After a tense standoff, Canada prevailed when the Americans backed down.
Around the turn of the last century, the United States set its eyes on the waters of the St. Mary River which rises in the U.S. and flows across the international boundary from Montana into Alberta. Canadian irrigation schemes depended on water from the St. Mary River.
American corporations contended that Canada had no right to this water since the river rose in the U.S., and therefore its waters were the property of the United States. United States’ water law west of the Mississippi generally holds that the person who appropriates water first has the right to continued access and its use.
The U.S. government argued that laws affecting water use did not apply to trans-boundary issues, and it proposed to divert the water from the St. Mary River to feed a planned irrigation scheme in eastern Montana.
To do this, they wanted to divert water from the St. Mary River into the Milk River, which also rises in the U.S. and flows north into southern Alberta, before it curves southward and re-enters the United States.
If the U.S. were to proceed with this scheme, irrigated agriculture in Alberta would have been devastated. Canada protested that water use in the western United States was based on the right of prior appropriation and so the U.S. was legally obliged to honour that principle and not in any way impede the flow of the St.
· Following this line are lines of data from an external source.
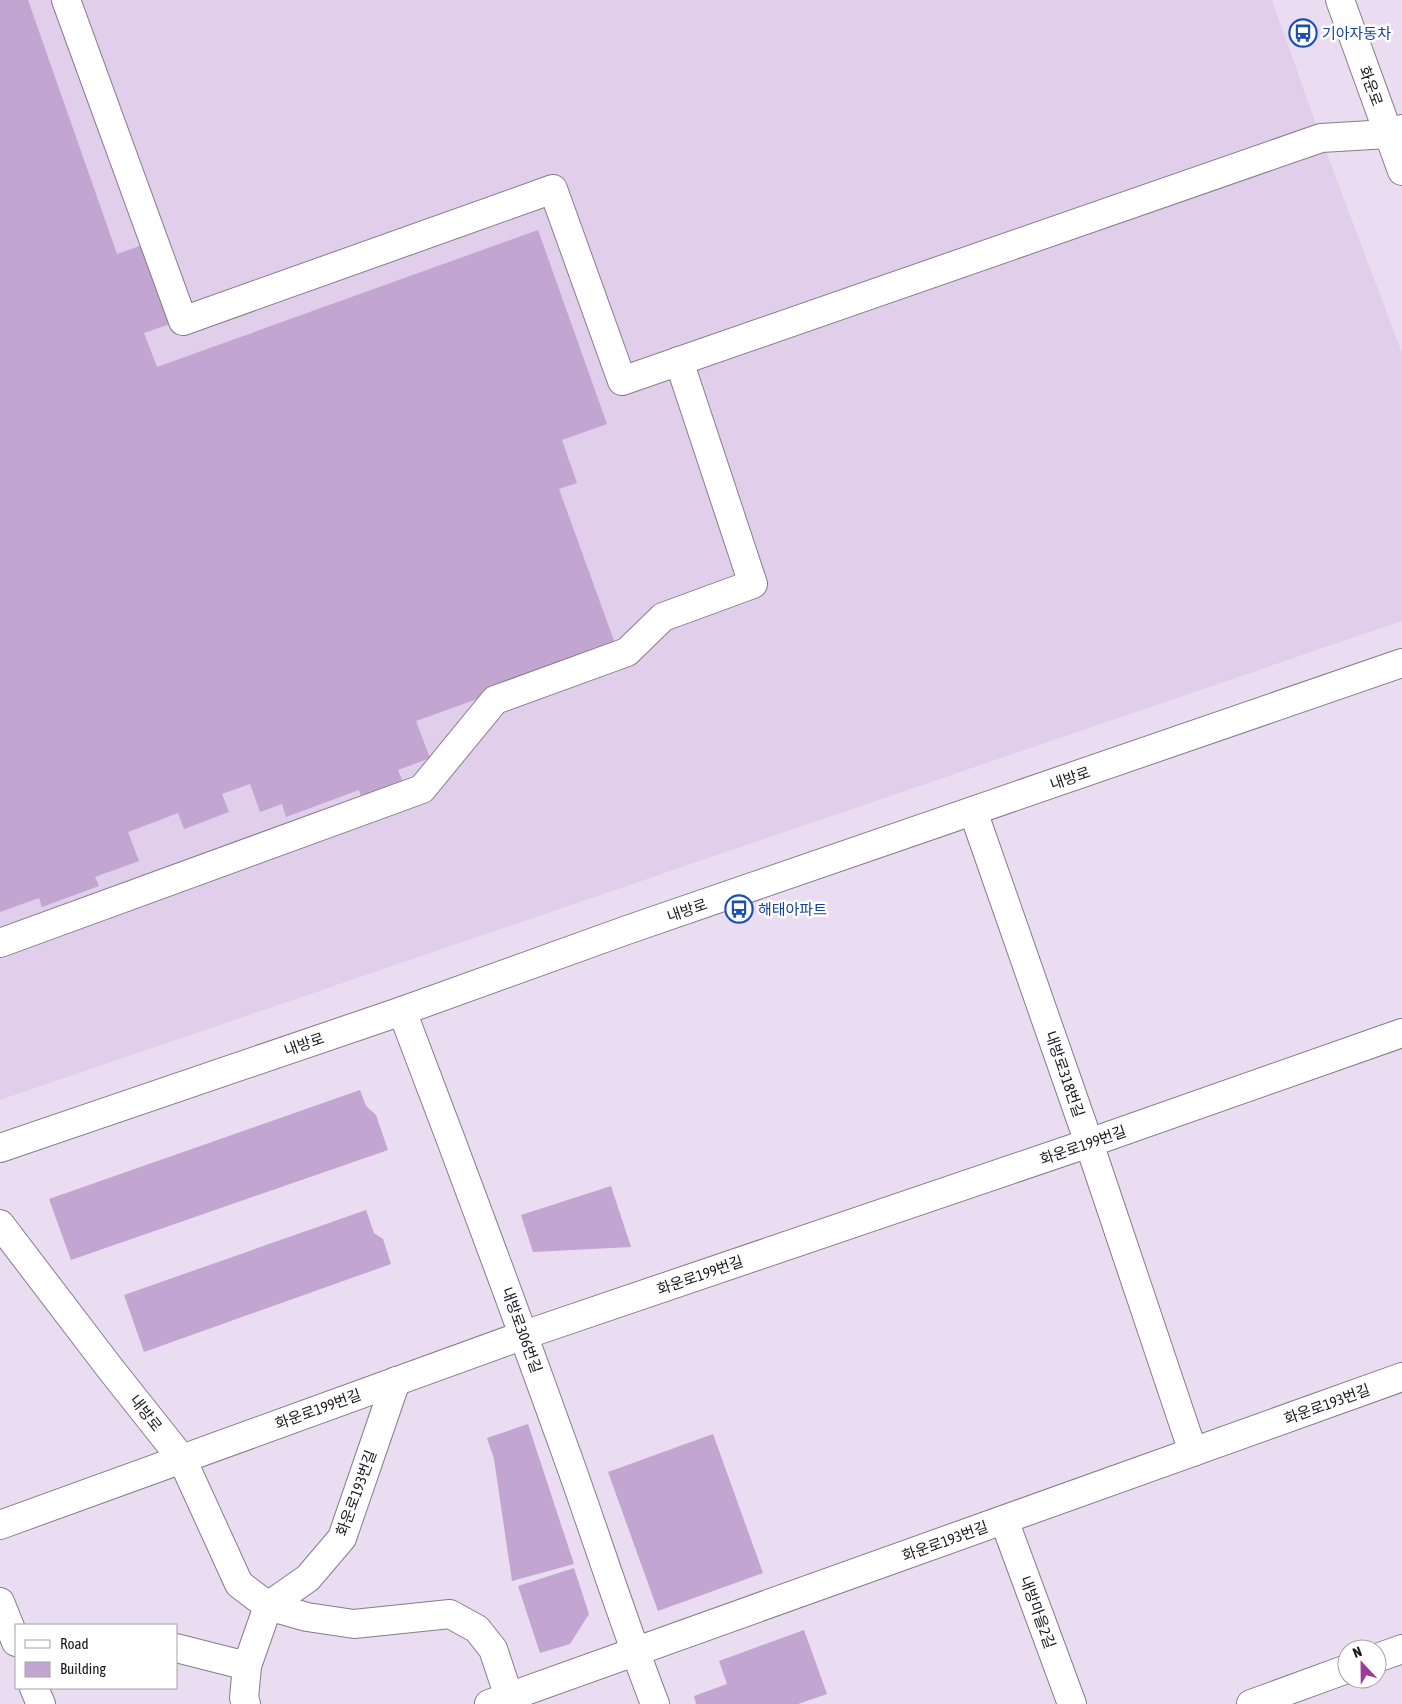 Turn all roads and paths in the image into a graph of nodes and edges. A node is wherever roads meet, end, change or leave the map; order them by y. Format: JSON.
{"nodes":[{"id":1,"x":66,"y":0,"type":"edge"},
{"id":2,"x":1340,"y":0,"type":"edge"},
{"id":3,"x":1395,"y":131,"type":"edge"},
{"id":4,"x":1402,"y":171,"type":"edge"},
{"id":5,"x":679,"y":361,"type":"junction"},
{"id":6,"x":1402,"y":663,"type":"edge"},
{"id":7,"x":973,"y":811,"type":"junction"},
{"id":8,"x":0,"y":943,"type":"edge"},
{"id":9,"x":402,"y":1011,"type":"junction"},
{"id":10,"x":1402,"y":1033,"type":"edge"},
{"id":11,"x":1089,"y":1143,"type":"junction"},
{"id":12,"x":0,"y":1148,"type":"edge"},
{"id":13,"x":0,"y":1224,"type":"edge"},
{"id":14,"x":524,"y":1334,"type":"junction"},
{"id":15,"x":1402,"y":1377,"type":"edge"},
{"id":16,"x":396,"y":1381,"type":"junction"},
{"id":17,"x":1193,"y":1452,"type":"junction"},
{"id":18,"x":182,"y":1459,"type":"junction"},
{"id":19,"x":1004,"y":1520,"type":"junction"},
{"id":20,"x":0,"y":1525,"type":"edge"},
{"id":21,"x":0,"y":1602,"type":"edge"},
{"id":22,"x":268,"y":1606,"type":"junction"},
{"id":23,"x":15,"y":1640,"type":"edge"},
{"id":24,"x":178,"y":1649,"type":"edge"},
{"id":25,"x":1402,"y":1649,"type":"edge"},
{"id":26,"x":634,"y":1652,"type":"junction"},
{"id":27,"x":1387,"y":1654,"type":"edge"},
{"id":28,"x":247,"y":1666,"type":"junction"},
{"id":29,"x":1337,"y":1673,"type":"edge"},
{"id":30,"x":504,"y":1682,"type":"dead end"},
{"id":31,"x":34,"y":1689,"type":"edge"},
{"id":32,"x":41,"y":1704,"type":"edge"},
{"id":33,"x":246,"y":1704,"type":"edge"},
{"id":34,"x":489,"y":1704,"type":"edge"},
{"id":35,"x":654,"y":1704,"type":"edge"},
{"id":36,"x":1072,"y":1704,"type":"edge"},
{"id":37,"x":1251,"y":1704,"type":"edge"}],
"edges":[{"from":1,"to":5,"type":"street"},
{"from":2,"to":3,"type":"street","name":"화운로"},
{"from":3,"to":4,"type":"street","name":"화운로"},
{"from":3,"to":5,"type":"street"},
{"from":5,"to":8,"type":"street"},
{"from":6,"to":7,"type":"street","name":"내방로"},
{"from":7,"to":9,"type":"street","name":"내방로"},
{"from":7,"to":11,"type":"street","name":"내방로318번길"},
{"from":9,"to":12,"type":"street","name":"내방로"},
{"from":9,"to":14,"type":"street","name":"내방로306번길"},
{"from":10,"to":11,"type":"street","name":"화운로199번길"},
{"from":11,"to":14,"type":"street","name":"화운로199번길"},
{"from":11,"to":17,"type":"street","name":"내방로318번길"},
{"from":13,"to":18,"type":"street","name":"내방로"},
{"from":14,"to":16,"type":"street","name":"화운로199번길"},
{"from":14,"to":26,"type":"street","name":"내방로306번길"},
{"from":15,"to":17,"type":"street","name":"화운로193번길"},
{"from":16,"to":18,"type":"street","name":"화운로199번길"},
{"from":16,"to":22,"type":"street","name":"화운로193번길"},
{"from":17,"to":19,"type":"street","name":"화운로193번길"},
{"from":18,"to":20,"type":"street","name":"화운로199번길"},
{"from":18,"to":22,"type":"street"},
{"from":19,"to":26,"type":"street","name":"화운로193번길"},
{"from":19,"to":36,"type":"street","name":"내방마을2길"},
{"from":21,"to":23,"type":"street"},
{"from":22,"to":28,"type":"street"},
{"from":22,"to":30,"type":"street"},
{"from":24,"to":28,"type":"street"},
{"from":25,"to":27,"type":"street"},
{"from":26,"to":34,"type":"street","name":"화운로193번길"},
{"from":26,"to":35,"type":"street","name":"내방로306번길"},
{"from":28,"to":33,"type":"street"},
{"from":29,"to":37,"type":"street"},
{"from":31,"to":32,"type":"street"}]}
Mary River into Canada.
The U.S. countered that such laws did not apply internationally, so Canada had no legal right to American water and the United States intended to proceed with its project to divert water from the St. Mary River into the Milk River where it would eventually re-enter the United States. Clearly, the U.S. had no interest in a negotiated compromise.
Faced with an economic catastrophe to southern Alberta’s agriculture, Canada took a strong stance.
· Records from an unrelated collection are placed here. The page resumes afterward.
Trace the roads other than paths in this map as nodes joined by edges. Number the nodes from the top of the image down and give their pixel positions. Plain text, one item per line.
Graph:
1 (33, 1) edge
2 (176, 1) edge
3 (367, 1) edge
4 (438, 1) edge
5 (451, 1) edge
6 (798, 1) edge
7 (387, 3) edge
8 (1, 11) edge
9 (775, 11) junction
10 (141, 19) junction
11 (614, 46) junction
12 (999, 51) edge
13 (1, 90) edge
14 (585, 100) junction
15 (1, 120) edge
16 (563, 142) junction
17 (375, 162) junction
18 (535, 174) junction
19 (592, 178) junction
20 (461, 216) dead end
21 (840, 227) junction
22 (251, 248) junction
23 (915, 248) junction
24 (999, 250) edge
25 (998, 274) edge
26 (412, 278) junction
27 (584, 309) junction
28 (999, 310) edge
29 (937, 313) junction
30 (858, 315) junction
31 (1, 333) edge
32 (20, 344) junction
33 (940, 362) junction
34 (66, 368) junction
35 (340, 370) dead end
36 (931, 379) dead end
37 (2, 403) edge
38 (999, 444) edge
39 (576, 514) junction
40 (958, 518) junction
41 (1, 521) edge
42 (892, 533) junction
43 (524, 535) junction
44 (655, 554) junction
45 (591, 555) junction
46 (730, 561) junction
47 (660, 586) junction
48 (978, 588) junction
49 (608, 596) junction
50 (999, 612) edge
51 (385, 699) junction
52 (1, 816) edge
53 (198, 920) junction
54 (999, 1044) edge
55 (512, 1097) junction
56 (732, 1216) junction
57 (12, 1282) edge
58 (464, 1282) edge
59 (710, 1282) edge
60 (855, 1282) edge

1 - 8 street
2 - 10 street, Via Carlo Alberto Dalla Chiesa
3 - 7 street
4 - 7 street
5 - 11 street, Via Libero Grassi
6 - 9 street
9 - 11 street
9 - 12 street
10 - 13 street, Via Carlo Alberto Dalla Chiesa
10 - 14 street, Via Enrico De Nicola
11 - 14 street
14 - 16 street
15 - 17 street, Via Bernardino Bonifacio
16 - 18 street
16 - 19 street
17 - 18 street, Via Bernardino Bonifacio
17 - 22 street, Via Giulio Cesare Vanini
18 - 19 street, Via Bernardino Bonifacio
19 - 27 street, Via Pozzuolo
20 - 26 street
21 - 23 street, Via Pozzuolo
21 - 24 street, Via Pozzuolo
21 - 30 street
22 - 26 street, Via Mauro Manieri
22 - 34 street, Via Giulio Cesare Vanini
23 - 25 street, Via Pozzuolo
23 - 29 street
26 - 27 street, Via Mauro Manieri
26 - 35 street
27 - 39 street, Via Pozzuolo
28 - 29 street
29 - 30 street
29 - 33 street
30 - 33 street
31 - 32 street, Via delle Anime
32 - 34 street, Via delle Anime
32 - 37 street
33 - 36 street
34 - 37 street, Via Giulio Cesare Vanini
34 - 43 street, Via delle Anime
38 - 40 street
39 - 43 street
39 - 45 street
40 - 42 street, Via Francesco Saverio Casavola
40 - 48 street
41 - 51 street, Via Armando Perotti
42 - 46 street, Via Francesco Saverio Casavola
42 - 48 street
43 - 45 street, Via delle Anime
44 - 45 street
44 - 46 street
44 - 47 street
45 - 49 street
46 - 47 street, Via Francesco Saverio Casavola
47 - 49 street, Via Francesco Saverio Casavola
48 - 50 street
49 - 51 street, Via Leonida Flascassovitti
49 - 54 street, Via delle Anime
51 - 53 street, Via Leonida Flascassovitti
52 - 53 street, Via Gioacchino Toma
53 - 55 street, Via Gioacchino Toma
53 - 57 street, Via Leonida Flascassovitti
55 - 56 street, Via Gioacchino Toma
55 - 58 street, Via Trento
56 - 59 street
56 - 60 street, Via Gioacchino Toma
Refusing to back down, Canada threatened to construct a canal in Alberta designed to intercept any water diverted into the Milk River and redivert it back into the St. Mary River, where it would continue to supply Canadian irrigation projects.
To convince the Americans that this was no idle threat, Canada surveyed a 72.4-kilometre diversion canal and began its construction.
By any standards this was a massive undertaking: it was nine metres wide and capable of holding more than two metres’ depth of water.
By 1904 most of the canal’s first 25 kilometres were flooded. Surveying and construction crews worked feverishly to complete the remaining stretch of canal. Where roads cut across the canal, and with no time to build the necessary bridges, dynamite charges were placed, ready to blast out the obstructing roads and let the rediverted water flow freely into Canada.
The U.S. blinked first.
Realizing that the Canadians were deadly serious, they agreed to negotiate trans-boundary water allocation. These negotiations eventually resulted in the Boundary Waters Treaty of 1909 and the creation of an International Joint Commission to adjudicate any future water disputes.
Was this a gigantic bluff on Canada’s part? Maybe.
The diversion would probably not have worked, since parts of the hastily built canal cut though gravel and sand deposits.
It is almost certain that most, if not all, of the diverted water would have seeped into the ground long before it reached its destination. It would have brought Canada little economic benefit. But the thinking then, it seems, was “If we can’t have the water, then neither will you!”
The results of this dispute can still be seen in the landscape of southern Alberta near the town of Milk River, where sections of the completed canal, still mostly dry, serve as a visible reminder of the importance of a strong stance when dealing with a more powerful adversary.
Danielle Smith should take note.
John Lehr is professor emeritus with the Department of Geography at the University of Winnipeg.